### Dataset entries

====

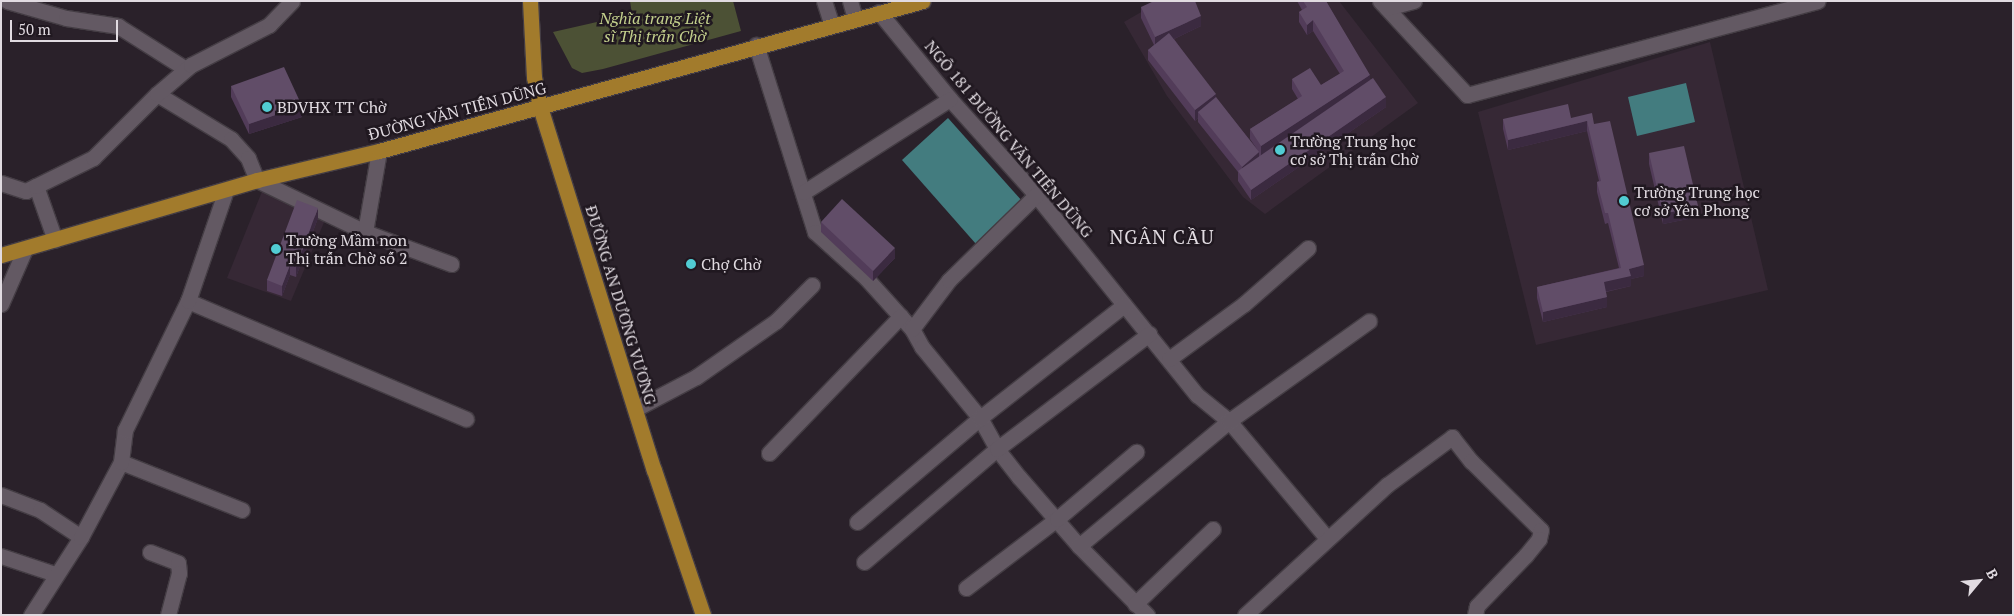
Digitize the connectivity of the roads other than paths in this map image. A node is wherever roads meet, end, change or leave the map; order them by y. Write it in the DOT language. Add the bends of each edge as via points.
graph roads {
  1 [pos="7,1"];
  2 [pos="292,1"];
  3 [pos="530,1"];
  4 [pos="824,1"];
  5 [pos="850,1"];
  6 [pos="922,1"];
  7 [pos="1414,1"];
  8 [pos="1818,1"];
  9 [pos="1384,5"];
  10 [pos="880,12"];
  11 [pos="855,18"];
  12 [pos="832,26"];
  13 [pos="756,45"];
  14 [pos="186,69"];
  15 [pos="157,94"];
  16 [pos="950,99"];
  17 [pos="540,107"];
  18 [pos="379,151"];
  19 [pos="257,180"];
  20 [pos="1,183"];
  21 [pos="36,186"];
  22 [pos="226,190"];
  23 [pos="804,192"];
  24 [pos="1036,195"];
  25 [pos="365,232"];
  26 [pos="55,240"];
  27 [pos="1308,248"];
  28 [pos="24,249"];
  29 [pos="1,255"];
  30 [pos="451,264"];
  31 [pos="812,285"];
  32 [pos="188,301"];
  33 [pos="1,304"];
  34 [pos="1124,306"];
  35 [pos="901,316"];
  36 [pos="1369,321"];
  37 [pos="912,329"];
  38 [pos="1149,334"];
  39 [pos="1169,359"];
  40 [pos="635,409"];
  41 [pos="980,418"];
  42 [pos="466,419"];
  43 [pos="1229,421"];
  44 [pos="997,449"];
  45 [pos="1136,452"];
  46 [pos="769,453"];
  47 [pos="121,462"];
  48 [pos="1,494"];
  49 [pos="242,510"];
  50 [pos="1057,519"];
  51 [pos="857,522"];
  52 [pos="1213,529"];
  53 [pos="81,537"];
  54 [pos="1327,538"];
  55 [pos="1078,546"];
  56 [pos="150,552"];
  57 [pos="1,556"];
  58 [pos="864,562"];
  59 [pos="55,574"];
  60 [pos="966,588"];
  61 [pos="1135,604"];
  62 [pos="30,615"];
  63 [pos="168,615"];
  64 [pos="703,615"];
  65 [pos="1147,615"];
  66 [pos="1245,615"];
  67 [pos="1475,615"];
  1 -- 14 [label="street" via="66,18 118,26"];
  2 -- 14 [label="street" via="269,25"];
  3 -- 17 [label="main road, ĐƯỜNG AN DƯƠNG VƯƠNG" via="534,77"];
  4 -- 12 [label="street"];
  5 -- 11 [label="street"];
  6 -- 10 [label="main road, ĐƯỜNG VĂN TIẾN DŨNG"];
  7 -- 9 [label="street"];
  8 -- 9 [label="street" via="1466,95"];
  10 -- 11 [label="main road, ĐƯỜNG VĂN TIẾN DŨNG"];
  10 -- 16 [label="street, NGÕ 181 ĐƯỜNG VĂN TIẾN DŨNG"];
  11 -- 12 [label="main road, ĐƯỜNG VĂN TIẾN DŨNG"];
  12 -- 13 [label="main road, ĐƯỜNG VĂN TIẾN DŨNG"];
  13 -- 17 [label="main road, ĐƯỜNG VĂN TIẾN DŨNG"];
  13 -- 23 [label="street"];
  14 -- 15 [label="street"];
  15 -- 19 [label="street" via="230,139 248,158"];
  15 -- 21 [label="street" via="93,158"];
  16 -- 23 [label="street"];
  16 -- 24 [label="street, NGÕ 181 ĐƯỜNG VĂN TIẾN DŨNG"];
  17 -- 18 [label="main road, ĐƯỜNG VĂN TIẾN DŨNG"];
  17 -- 40 [label="main road, ĐƯỜNG AN DƯƠNG VƯƠNG"];
  18 -- 19 [label="main road, ĐƯỜNG VĂN TIẾN DŨNG"];
  18 -- 25 [label="street"];
  19 -- 22 [label="main road, ĐƯỜNG VĂN TIẾN DŨNG"];
  19 -- 25 [label="street"];
  20 -- 21 [label="street" via="26,191"];
  21 -- 26 [label="street"];
  22 -- 26 [label="main road, ĐƯỜNG VĂN TIẾN DŨNG"];
  22 -- 32 [label="street"];
  23 -- 35 [label="street" via="815,232 866,278"];
  24 -- 34 [label="street, NGÕ 181 ĐƯỜNG VĂN TIẾN DŨNG"];
  24 -- 37 [label="street" via="949,280"];
  25 -- 30 [label="street"];
  26 -- 28 [label="main road, ĐƯỜNG VĂN TIẾN DŨNG"];
  27 -- 39 [label="street" via="1244,304"];
  28 -- 29 [label="main road, ĐƯỜNG VĂN TIẾN DŨNG"];
  28 -- 33 [label="street"];
  31 -- 40 [label="street" via="776,321 696,377"];
  32 -- 42 [label="street"];
  32 -- 47 [label="street" via="125,430"];
  34 -- 38 [label="street, NGÕ 181 ĐƯỜNG VĂN TIẾN DŨNG"];
  34 -- 41 [label="street"];
  35 -- 37 [label="street"];
  35 -- 46 [label="street"];
  36 -- 43 [label="street"];
  37 -- 41 [label="street" via="922,347"];
  38 -- 39 [label="street, NGÕ 181 ĐƯỜNG VĂN TIẾN DŨNG"];
  38 -- 44 [label="street"];
  39 -- 43 [label="street, NGÕ 181 ĐƯỜNG VĂN TIẾN DŨNG" via="1197,396"];
  40 -- 64 [label="main road, ĐƯỜNG AN DƯƠNG VƯƠNG"];
  41 -- 44 [label="street"];
  41 -- 51 [label="street"];
  43 -- 54 [label="street, NGÕ 181 ĐƯỜNG VĂN TIẾN DŨNG"];
  43 -- 55 [label="street"];
  44 -- 50 [label="street"];
  44 -- 58 [label="street"];
  45 -- 50 [label="street"];
  47 -- 49 [label="street"];
  47 -- 53 [label="street"];
  48 -- 53 [label="street" via="40,510"];
  50 -- 55 [label="street"];
  50 -- 60 [label="street"];
  52 -- 61 [label="street"];
  53 -- 59 [label="street"];
  54 -- 66 [label="street"];
  54 -- 67 [label="street" via="1387,485 1452,437 1471,461 1541,530 1539,539 1477,606"];
  55 -- 61 [label="street"];
  56 -- 63 [label="street" via="178,563 179,573"];
  57 -- 59 [label="street"];
  59 -- 62 [label="street"];
  61 -- 65 [label="street"];
}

====

### REQUIREMENT
Retype the data word for word, please, and keep the images out.

### RESPONSE BOX
Digitize the connectivity of the roads other than paths in this map image. A node is wherever roads meet, end, change or leave the map; order them by y. Write it in the DOT language. Add the bends of each edge as via points.
graph roads {
  1 [pos="7,1"];
  2 [pos="292,1"];
  3 [pos="530,1"];
  4 [pos="824,1"];
  5 [pos="850,1"];
  6 [pos="922,1"];
  7 [pos="1414,1"];
  8 [pos="1818,1"];
  9 [pos="1384,5"];
  10 [pos="880,12"];
  11 [pos="855,18"];
  12 [pos="832,26"];
  13 [pos="756,45"];
  14 [pos="186,69"];
  15 [pos="157,94"];
  16 [pos="950,99"];
  17 [pos="540,107"];
  18 [pos="379,151"];
  19 [pos="257,180"];
  20 [pos="1,183"];
  21 [pos="36,186"];
  22 [pos="226,190"];
  23 [pos="804,192"];
  24 [pos="1036,195"];
  25 [pos="365,232"];
  26 [pos="55,240"];
  27 [pos="1308,248"];
  28 [pos="24,249"];
  29 [pos="1,255"];
  30 [pos="451,264"];
  31 [pos="812,285"];
  32 [pos="188,301"];
  33 [pos="1,304"];
  34 [pos="1124,306"];
  35 [pos="901,316"];
  36 [pos="1369,321"];
  37 [pos="912,329"];
  38 [pos="1149,334"];
  39 [pos="1169,359"];
  40 [pos="635,409"];
  41 [pos="980,418"];
  42 [pos="466,419"];
  43 [pos="1229,421"];
  44 [pos="997,449"];
  45 [pos="1136,452"];
  46 [pos="769,453"];
  47 [pos="121,462"];
  48 [pos="1,494"];
  49 [pos="242,510"];
  50 [pos="1057,519"];
  51 [pos="857,522"];
  52 [pos="1213,529"];
  53 [pos="81,537"];
  54 [pos="1327,538"];
  55 [pos="1078,546"];
  56 [pos="150,552"];
  57 [pos="1,556"];
  58 [pos="864,562"];
  59 [pos="55,574"];
  60 [pos="966,588"];
  61 [pos="1135,604"];
  62 [pos="30,615"];
  63 [pos="168,615"];
  64 [pos="703,615"];
  65 [pos="1147,615"];
  66 [pos="1245,615"];
  67 [pos="1475,615"];
  1 -- 14 [label="street" via="66,18 118,26"];
  2 -- 14 [label="street" via="269,25"];
  3 -- 17 [label="main road, ĐƯỜNG AN DƯƠNG VƯƠNG" via="534,77"];
  4 -- 12 [label="street"];
  5 -- 11 [label="street"];
  6 -- 10 [label="main road, ĐƯỜNG VĂN TIẾN DŨNG"];
  7 -- 9 [label="street"];
  8 -- 9 [label="street" via="1466,95"];
  10 -- 11 [label="main road, ĐƯỜNG VĂN TIẾN DŨNG"];
  10 -- 16 [label="street, NGÕ 181 ĐƯỜNG VĂN TIẾN DŨNG"];
  11 -- 12 [label="main road, ĐƯỜNG VĂN TIẾN DŨNG"];
  12 -- 13 [label="main road, ĐƯỜNG VĂN TIẾN DŨNG"];
  13 -- 17 [label="main road, ĐƯỜNG VĂN TIẾN DŨNG"];
  13 -- 23 [label="street"];
  14 -- 15 [label="street"];
  15 -- 19 [label="street" via="230,139 248,158"];
  15 -- 21 [label="street" via="93,158"];
  16 -- 23 [label="street"];
  16 -- 24 [label="street, NGÕ 181 ĐƯỜNG VĂN TIẾN DŨNG"];
  17 -- 18 [label="main road, ĐƯỜNG VĂN TIẾN DŨNG"];
  17 -- 40 [label="main road, ĐƯỜNG AN DƯƠNG VƯƠNG"];
  18 -- 19 [label="main road, ĐƯỜNG VĂN TIẾN DŨNG"];
  18 -- 25 [label="street"];
  19 -- 22 [label="main road, ĐƯỜNG VĂN TIẾN DŨNG"];
  19 -- 25 [label="street"];
  20 -- 21 [label="street" via="26,191"];
  21 -- 26 [label="street"];
  22 -- 26 [label="main road, ĐƯỜNG VĂN TIẾN DŨNG"];
  22 -- 32 [label="street"];
  23 -- 35 [label="street" via="815,232 866,278"];
  24 -- 34 [label="street, NGÕ 181 ĐƯỜNG VĂN TIẾN DŨNG"];
  24 -- 37 [label="street" via="949,280"];
  25 -- 30 [label="street"];
  26 -- 28 [label="main road, ĐƯỜNG VĂN TIẾN DŨNG"];
  27 -- 39 [label="street" via="1244,304"];
  28 -- 29 [label="main road, ĐƯỜNG VĂN TIẾN DŨNG"];
  28 -- 33 [label="street"];
  31 -- 40 [label="street" via="776,321 696,377"];
  32 -- 42 [label="street"];
  32 -- 47 [label="street" via="125,430"];
  34 -- 38 [label="street, NGÕ 181 ĐƯỜNG VĂN TIẾN DŨNG"];
  34 -- 41 [label="street"];
  35 -- 37 [label="street"];
  35 -- 46 [label="street"];
  36 -- 43 [label="street"];
  37 -- 41 [label="street" via="922,347"];
  38 -- 39 [label="street, NGÕ 181 ĐƯỜNG VĂN TIẾN DŨNG"];
  38 -- 44 [label="street"];
  39 -- 43 [label="street, NGÕ 181 ĐƯỜNG VĂN TIẾN DŨNG" via="1197,396"];
  40 -- 64 [label="main road, ĐƯỜNG AN DƯƠNG VƯƠNG"];
  41 -- 44 [label="street"];
  41 -- 51 [label="street"];
  43 -- 54 [label="street, NGÕ 181 ĐƯỜNG VĂN TIẾN DŨNG"];
  43 -- 55 [label="street"];
  44 -- 50 [label="street"];
  44 -- 58 [label="street"];
  45 -- 50 [label="street"];
  47 -- 49 [label="street"];
  47 -- 53 [label="street"];
  48 -- 53 [label="street" via="40,510"];
  50 -- 55 [label="street"];
  50 -- 60 [label="street"];
  52 -- 61 [label="street"];
  53 -- 59 [label="street"];
  54 -- 66 [label="street"];
  54 -- 67 [label="street" via="1387,485 1452,437 1471,461 1541,530 1539,539 1477,606"];
  55 -- 61 [label="street"];
  56 -- 63 [label="street" via="178,563 179,573"];
  57 -- 59 [label="street"];
  59 -- 62 [label="street"];
  61 -- 65 [label="street"];
}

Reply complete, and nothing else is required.